U.S. September Employment Numbers — Who Cares?

This week saw the release of September employment numbers by the U.S. Department of Labor Bureau of Labor Statistics, more than two weeks after the original scheduled date due to the government shutdown. But who cares, since nothing really changed in the economy two weeks ago. The impact is more like remembering an anniversary or a birthday a couple weeks late. It just doesn’t have much impact.

It was another completely lackluster release, with just 148,000 net new jobs added in the month. This compared to a forecast gain by economists of 185,000 jobs.

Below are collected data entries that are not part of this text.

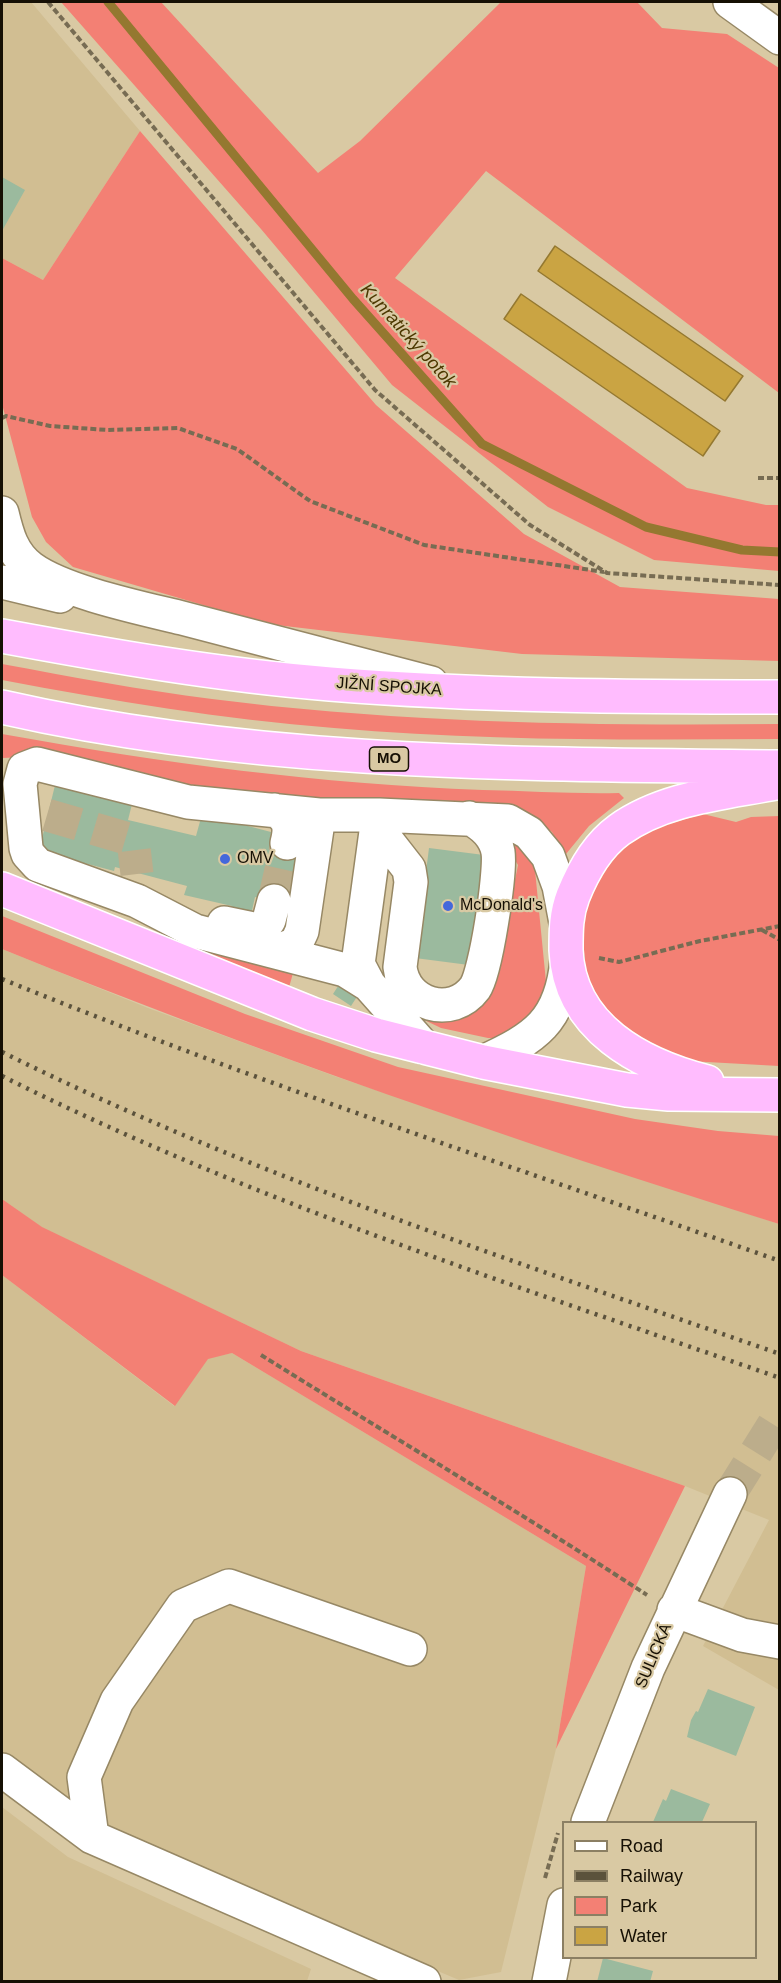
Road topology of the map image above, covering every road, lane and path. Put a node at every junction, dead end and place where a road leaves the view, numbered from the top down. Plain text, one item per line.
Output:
1 (48, 2) edge
2 (730, 2) edge
3 (780, 38) edge
4 (2, 418) edge
5 (759, 478) dead end
6 (780, 478) edge
7 (2, 513) edge
8 (2, 558) edge
9 (607, 573) junction
10 (44, 576) junction
11 (2, 582) edge
12 (780, 585) edge
13 (116, 601) junction
14 (2, 636) edge
15 (467, 692) junction
16 (780, 697) edge
17 (2, 707) edge
18 (780, 767) edge
19 (780, 782) edge
20 (23, 808) edge
21 (274, 810) junction
22 (319, 815) junction
23 (469, 818) junction
24 (378, 821) junction
25 (287, 843) tunnel mouth
26 (2, 846) edge
27 (38, 865) junction
28 (137, 874) tunnel mouth
29 (2, 889) edge
30 (274, 901) tunnel mouth
31 (159, 912) junction
32 (566, 923) junction
33 (780, 926) edge
34 (762, 930) junction
35 (780, 940) edge
36 (278, 951) junction
37 (579, 956) junction
38 (369, 985) junction
39 (424, 1047) junction
40 (483, 1062) junction
41 (767, 1095) edge
42 (261, 1355) dead end
43 (730, 1494) tunnel mouth
44 (674, 1610) junction
45 (780, 1642) edge
46 (410, 1649) dead end
47 (2, 1770) edge
48 (588, 1821) edge
49 (92, 1837) junction
50 (562, 1915) edge
51 (424, 1982) edge
52 (549, 1982) edge

1 - 9 path
2 - 3 street
4 - 9 path
5 - 6 path
7 - 10 street
8 - 10 street
9 - 12 path
10 - 13 street
11 - 13 street
13 - 15 street
14 - 15 highway, JIŽNÍ SPOJKA
15 - 16 highway, JIŽNÍ SPOJKA
17 - 18 highway, MO
19 - 32 highway
20 - 21 street
20 - 27 street
21 - 22 street
21 - 25 street
22 - 24 street
22 - 36 street
23 - 24 street
23 - 24 street
23 - 32 street
24 - 38 street
26 - 27 street
27 - 31 street
28 - 31 street
29 - 39 highway
30 - 31 street
31 - 36 street
32 - 37 highway
33 - 34 path
34 - 35 path
34 - 37 path
36 - 38 street
37 - 40 street
37 - 41 highway
38 - 39 street
39 - 40 highway
40 - 41 highway
42 - 44 path
43 - 44 street, SULICKÁ
44 - 45 street
44 - 48 street, SULICKÁ
46 - 49 street
47 - 49 street
49 - 51 street
50 - 52 street

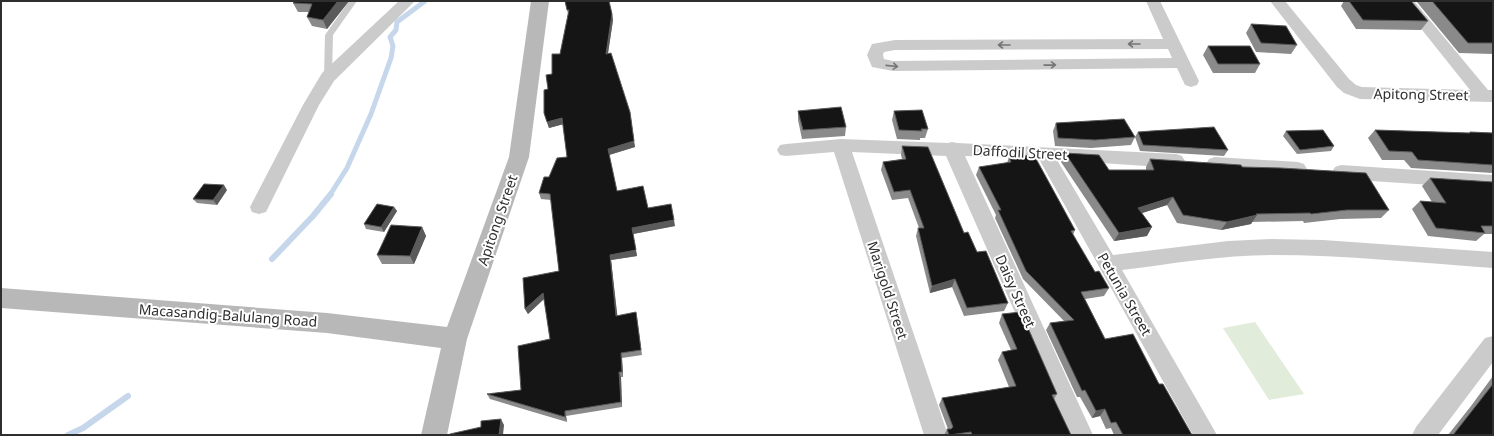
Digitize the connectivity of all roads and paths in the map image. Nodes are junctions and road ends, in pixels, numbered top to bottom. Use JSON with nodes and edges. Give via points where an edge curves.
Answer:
{"nodes":[{"id":1,"x":352,"y":1,"type":"edge"},
{"id":2,"x":408,"y":1,"type":"edge"},
{"id":3,"x":540,"y":1,"type":"edge"},
{"id":4,"x":1153,"y":1,"type":"edge"},
{"id":5,"x":1277,"y":1,"type":"edge"},
{"id":6,"x":1406,"y":1,"type":"edge"},
{"id":7,"x":1173,"y":44,"type":"junction"},
{"id":8,"x":1183,"y":63,"type":"junction"},
{"id":9,"x":328,"y":77,"type":"junction"},
{"id":10,"x":1191,"y":81,"type":"dead end"},
{"id":11,"x":1488,"y":96,"type":"edge"},
{"id":12,"x":841,"y":145,"type":"junction"},
{"id":13,"x":952,"y":148,"type":"junction"},
{"id":14,"x":786,"y":150,"type":"dead end"},
{"id":15,"x":1044,"y":153,"type":"junction"},
{"id":16,"x":1493,"y":182,"type":"edge"},
{"id":17,"x":259,"y":208,"type":"dead end"},
{"id":18,"x":1493,"y":260,"type":"edge"},
{"id":19,"x":1108,"y":264,"type":"junction"},
{"id":20,"x":1,"y":298,"type":"edge"},
{"id":21,"x":455,"y":339,"type":"junction"},
{"id":22,"x":1493,"y":345,"type":"edge"},
{"id":23,"x":434,"y":435,"type":"edge"},
{"id":24,"x":936,"y":435,"type":"edge"},
{"id":25,"x":1081,"y":435,"type":"edge"},
{"id":26,"x":1205,"y":435,"type":"edge"},
{"id":27,"x":1424,"y":435,"type":"edge"}],
"edges":[{"from":1,"to":9,"type":"lane","via":[[328,35]]},
{"from":2,"to":9,"type":"street"},
{"from":3,"to":21,"type":"street","name":"Apitong Street","via":[[518,157]]},
{"from":4,"to":7,"type":"street"},
{"from":5,"to":11,"type":"street","name":"Apitong Street","via":[[1350,89],[1360,93]]},
{"from":6,"to":11,"type":"street"},
{"from":7,"to":8,"type":"street"},
{"from":7,"to":8,"type":"street","one_way":true,"via":[[895,45],[878,48],[875,55],[878,63],[893,66]]},
{"from":8,"to":10,"type":"street"},
{"from":9,"to":17,"type":"street"},
{"from":12,"to":13,"type":"street","name":"Daffodil Street"},
{"from":12,"to":14,"type":"street","name":"Daffodil Street"},
{"from":12,"to":24,"type":"street","name":"Marigold Street"},
{"from":13,"to":15,"type":"street","name":"Daffodil Street"},
{"from":13,"to":25,"type":"street","name":"Daisy Street"},
{"from":15,"to":16,"type":"street","name":"Daffodil Street"},
{"from":15,"to":19,"type":"street","name":"Petunia Street"},
{"from":18,"to":19,"type":"street","via":[[1323,248],[1271,247],[1228,249]]},
{"from":19,"to":26,"type":"street","name":"Petunia Street"},
{"from":20,"to":21,"type":"street","name":"Macasandig-Balulang Road","via":[[327,323]]},
{"from":21,"to":23,"type":"street","name":"Apitong Street"},
{"from":22,"to":27,"type":"street"}]}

The graph below shows the slow but steady recovery in jobs. At the current pace of job growth, 12 months from now we will have the same number of jobs last seen in January 2008. This makes the current recovery the second longest in history, rivaled only by the Great Depression.

10-23-13a graph

Here’s where the gains and losses broke down last month:

  • Government added 22,000 jobs (all in state and local government)
  • Construction employment increased 20,000
  • Wholesale trade segment added 16,000
  • Transportation and warehousing grew by 23,000, of which 18,000 were predominantly in transit and ground transportation
  • 32,000 new jobs in professional and business services employment (which has averaged 52,000 per month in the past year)
  • 20,000 new jobs in temporary help services
  • Building materials and garden supply jobs gained 5,000
  • 4,000 new automobile dealer jobs
  • 7,000 added health care jobs (which added 27,000 jobs per month in 2012, and year-to-date has grown by 19,000 per month)
  • Food services (food and drinking establishments) dropped 7,000 jobs versus adding 28,000 per month average in the prior 12 month
  • Credit intermediation lost 8,000 jobs

So what does all this mean? The real impact is likely on the Federal Reserve, which now has some justification to continue Quantitative Easing as the year heads to an end.

Essentially, we just kicked the can further down the same road with no recognizable change.